- Supplied information:
○ ○ ○ ○ ○

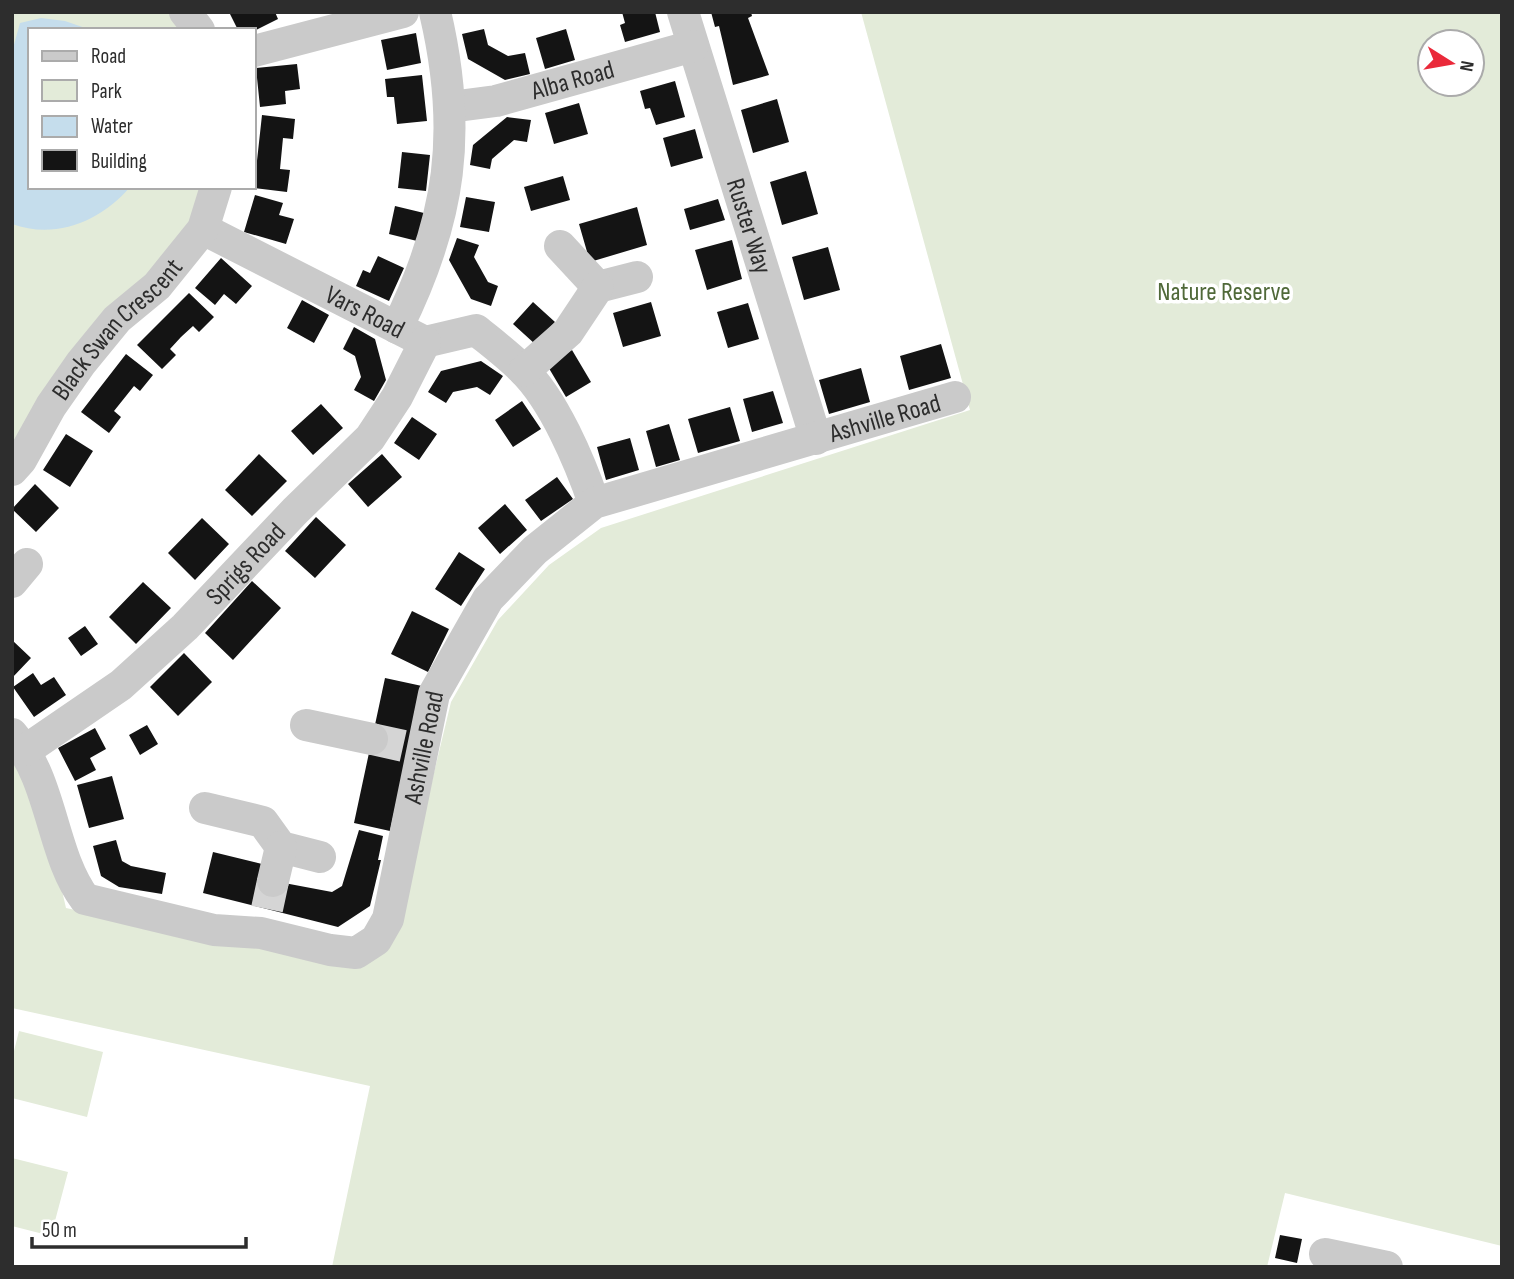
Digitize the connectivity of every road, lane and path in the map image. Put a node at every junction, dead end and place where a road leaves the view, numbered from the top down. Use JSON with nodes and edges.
{"nodes":[{"id":1,"x":185,"y":12,"type":"edge"},
{"id":2,"x":402,"y":12,"type":"edge"},
{"id":3,"x":435,"y":12,"type":"edge"},
{"id":4,"x":683,"y":12,"type":"edge"},
{"id":5,"x":197,"y":28,"type":"edge"},
{"id":6,"x":693,"y":46,"type":"junction"},
{"id":7,"x":256,"y":50,"type":"edge"},
{"id":8,"x":450,"y":107,"type":"junction"},
{"id":9,"x":215,"y":189,"type":"edge"},
{"id":10,"x":203,"y":229,"type":"junction"},
{"id":11,"x":560,"y":246,"type":"dead end"},
{"id":12,"x":637,"y":277,"type":"dead end"},
{"id":13,"x":598,"y":287,"type":"junction"},
{"id":14,"x":397,"y":328,"type":"junction"},
{"id":15,"x":425,"y":342,"type":"junction"},
{"id":16,"x":524,"y":371,"type":"junction"},
{"id":17,"x":955,"y":397,"type":"dead end"},
{"id":18,"x":816,"y":439,"type":"junction"},
{"id":19,"x":12,"y":470,"type":"edge"},
{"id":20,"x":594,"y":503,"type":"junction"},
{"id":21,"x":306,"y":725,"type":"dead end"},
{"id":22,"x":372,"y":739,"type":"tunnel mouth"},
{"id":23,"x":19,"y":742,"type":"edge"},
{"id":24,"x":205,"y":808,"type":"dead end"},
{"id":25,"x":281,"y":847,"type":"junction"},
{"id":26,"x":320,"y":857,"type":"dead end"},
{"id":27,"x":267,"y":908,"type":"junction"},
{"id":28,"x":1325,"y":1254,"type":"dead end"},
{"id":29,"x":1387,"y":1267,"type":"edge"}],
"edges":[{"from":1,"to":5,"type":"street"},
{"from":2,"to":7,"type":"street"},
{"from":3,"to":8,"type":"street"},
{"from":4,"to":6,"type":"street","name":"Ruster Way"},
{"from":6,"to":8,"type":"street","name":"Alba Road"},
{"from":6,"to":18,"type":"street","name":"Ruster Way"},
{"from":8,"to":14,"type":"street"},
{"from":9,"to":10,"type":"street","name":"Black Swan Crescent"},
{"from":10,"to":14,"type":"street","name":"Vars Road"},
{"from":10,"to":19,"type":"street","name":"Black Swan Crescent"},
{"from":11,"to":13,"type":"street"},
{"from":12,"to":13,"type":"street"},
{"from":13,"to":16,"type":"street"},
{"from":14,"to":15,"type":"street","name":"Vars Road"},
{"from":15,"to":16,"type":"street","name":"Vars Road"},
{"from":15,"to":23,"type":"street","name":"Sprigs Road"},
{"from":16,"to":20,"type":"street","name":"Vars Road"},
{"from":17,"to":18,"type":"street","name":"Ashville Road"},
{"from":18,"to":20,"type":"street","name":"Ashville Road"},
{"from":20,"to":27,"type":"street","name":"Ashville Road"},
{"from":21,"to":22,"type":"street"},
{"from":23,"to":27,"type":"street","name":"Ashville Road"},
{"from":24,"to":25,"type":"street"},
{"from":25,"to":26,"type":"street"},
{"from":25,"to":27,"type":"street"},
{"from":28,"to":29,"type":"street"}]}
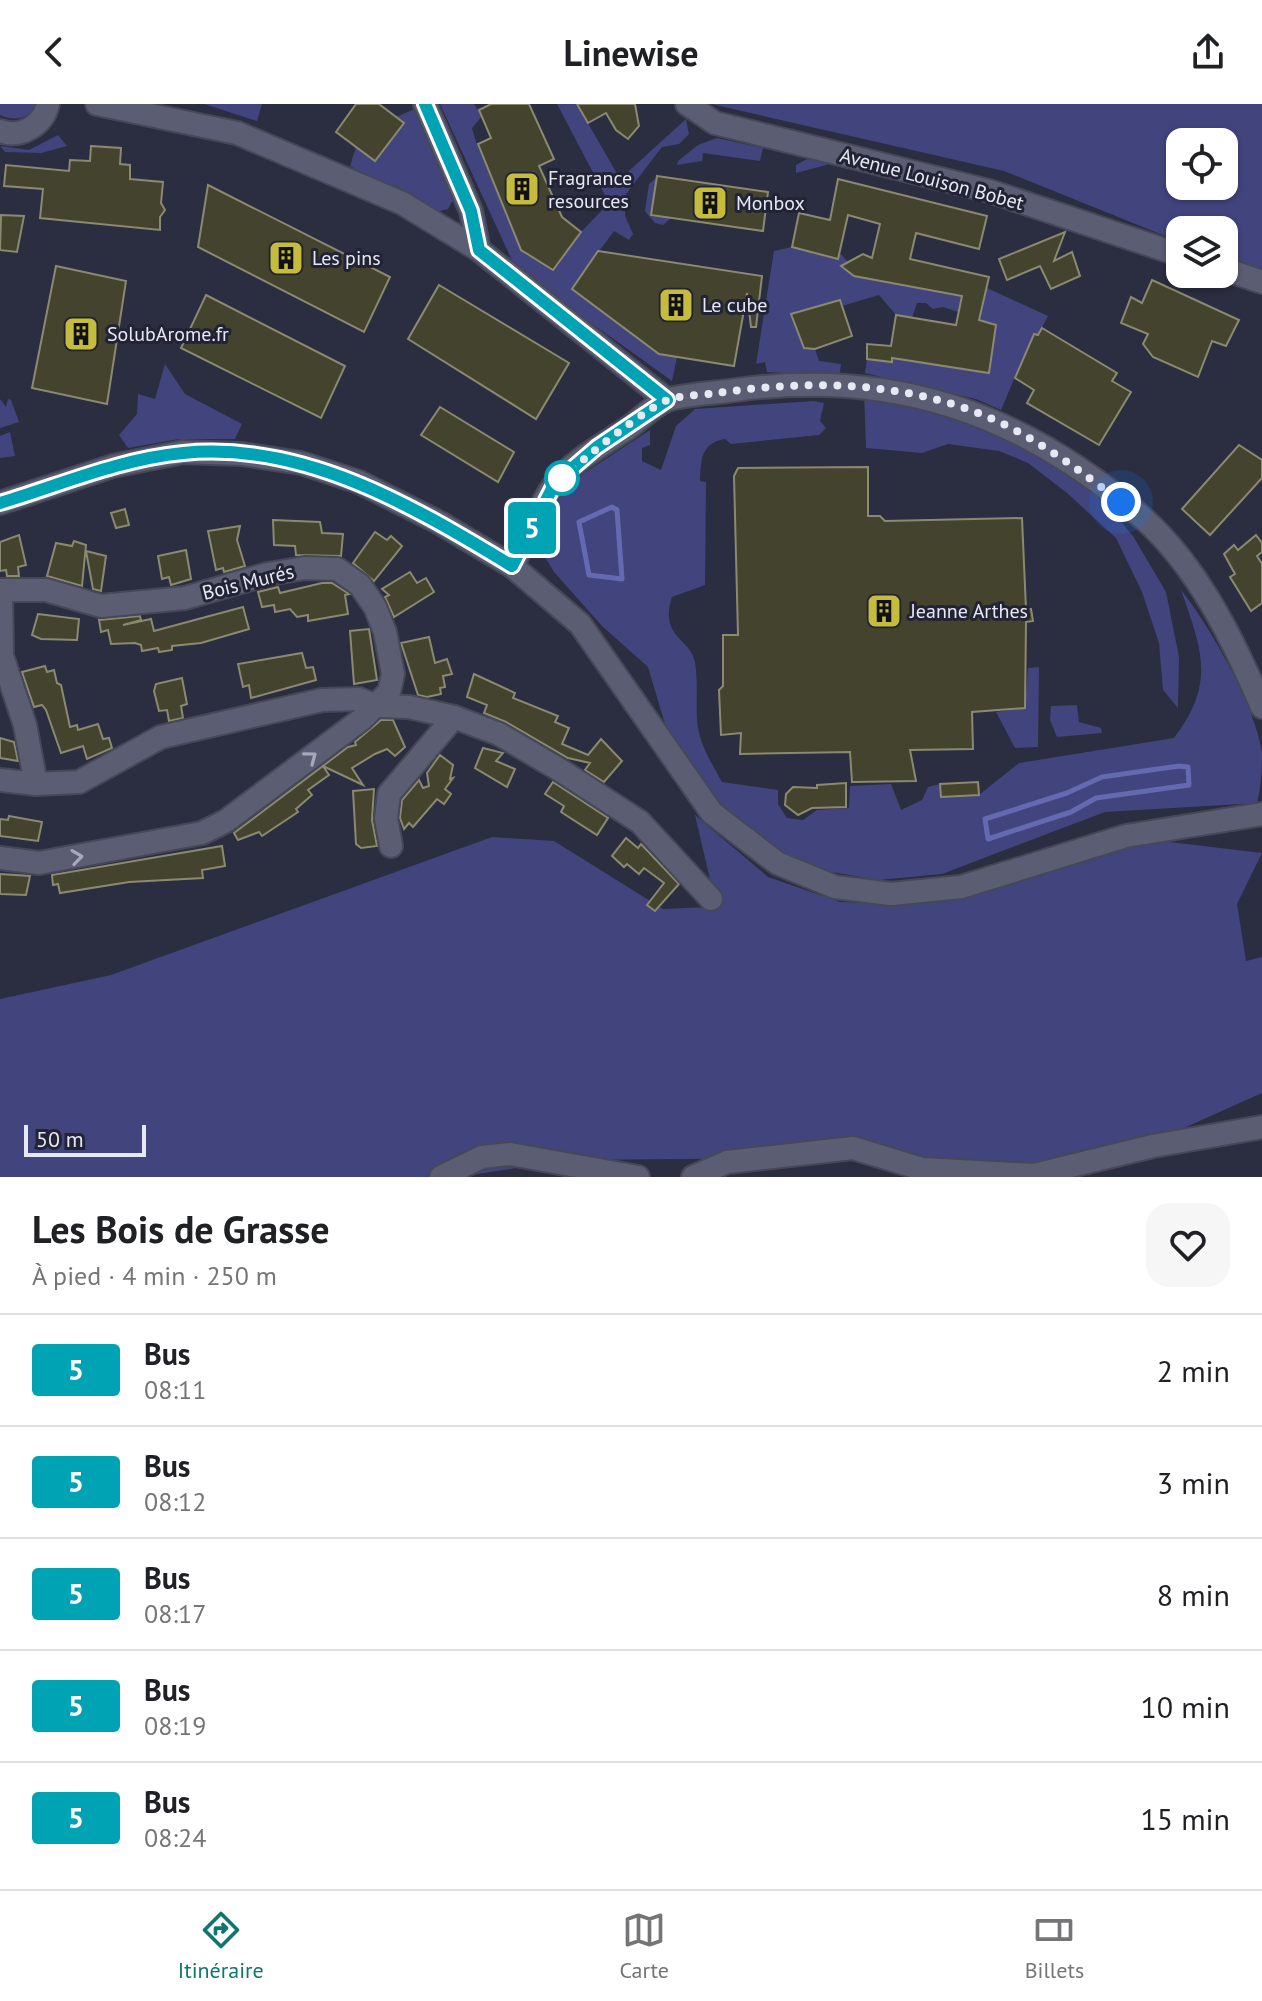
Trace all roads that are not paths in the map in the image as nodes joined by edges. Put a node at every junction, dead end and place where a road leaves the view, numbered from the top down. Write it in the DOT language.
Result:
graph roads {
  1 [pos="48,104"];
  2 [pos="97,104"];
  3 [pos="425,104"];
  4 [pos="687,104"];
  5 [pos="0,131"];
  6 [pos="479,250"];
  7 [pos="1166,250"];
  8 [pos="1238,274"];
  9 [pos="1262,282"];
  10 [pos="667,400"];
  11 [pos="0,503"];
  12 [pos="512,566"];
  13 [pos="1,590"];
  14 [pos="377,706"];
  15 [pos="1262,707"];
  16 [pos="454,717"];
  17 [pos="0,780"];
  18 [pos="36,784"];
  19 [pos="1262,814"];
  20 [pos="391,846"];
  21 [pos="0,858"];
  22 [pos="711,899"];
  23 [pos="1262,1127"];
  24 [pos="441,1177"];
  25 [pos="638,1177"];
  26 [pos="693,1177"];
  1 -- 5 [label="street"];
  2 -- 6 [label="street"];
  3 -- 6 [label="street"];
  4 -- 7 [label="street, Avenue Louison Bobet"];
  6 -- 10 [label="street"];
  8 -- 9 [label="street"];
  10 -- 12 [label="street"];
  10 -- 15 [label="street"];
  11 -- 12 [label="street"];
  12 -- 19 [label="street"];
  13 -- 14 [label="street, Bois Murés"];
  13 -- 18 [label="street, Bois Murés"];
  14 -- 16 [label="street"];
  14 -- 18 [label="street"];
  21 -- 14 [label="street, Bois Murés, one-way"];
  16 -- 20 [label="street"];
  16 -- 22 [label="street"];
  17 -- 18 [label="street"];
  23 -- 26 [label="street"];
  24 -- 25 [label="street"];
}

○ ○ ○ ○ ○

- Goal of the exercise: Lines of the listing above that hold the string "edges" should each be copied.

- Solution for this exercise:
Digitize the connectivity of every road, lane and path in the map image. Put a node at every junction, dead end and place where a road leaves the view, numbered from the top down. Use JSON with nodes and edges.
"edges":[{"from":1,"to":5,"type":"street"},
Trace all roads that are not paths in the map in the image as nodes joined by edges. Put a node at every junction, dead end and place where a road leaves the view, numbered from the top down. Write it in the DOT language.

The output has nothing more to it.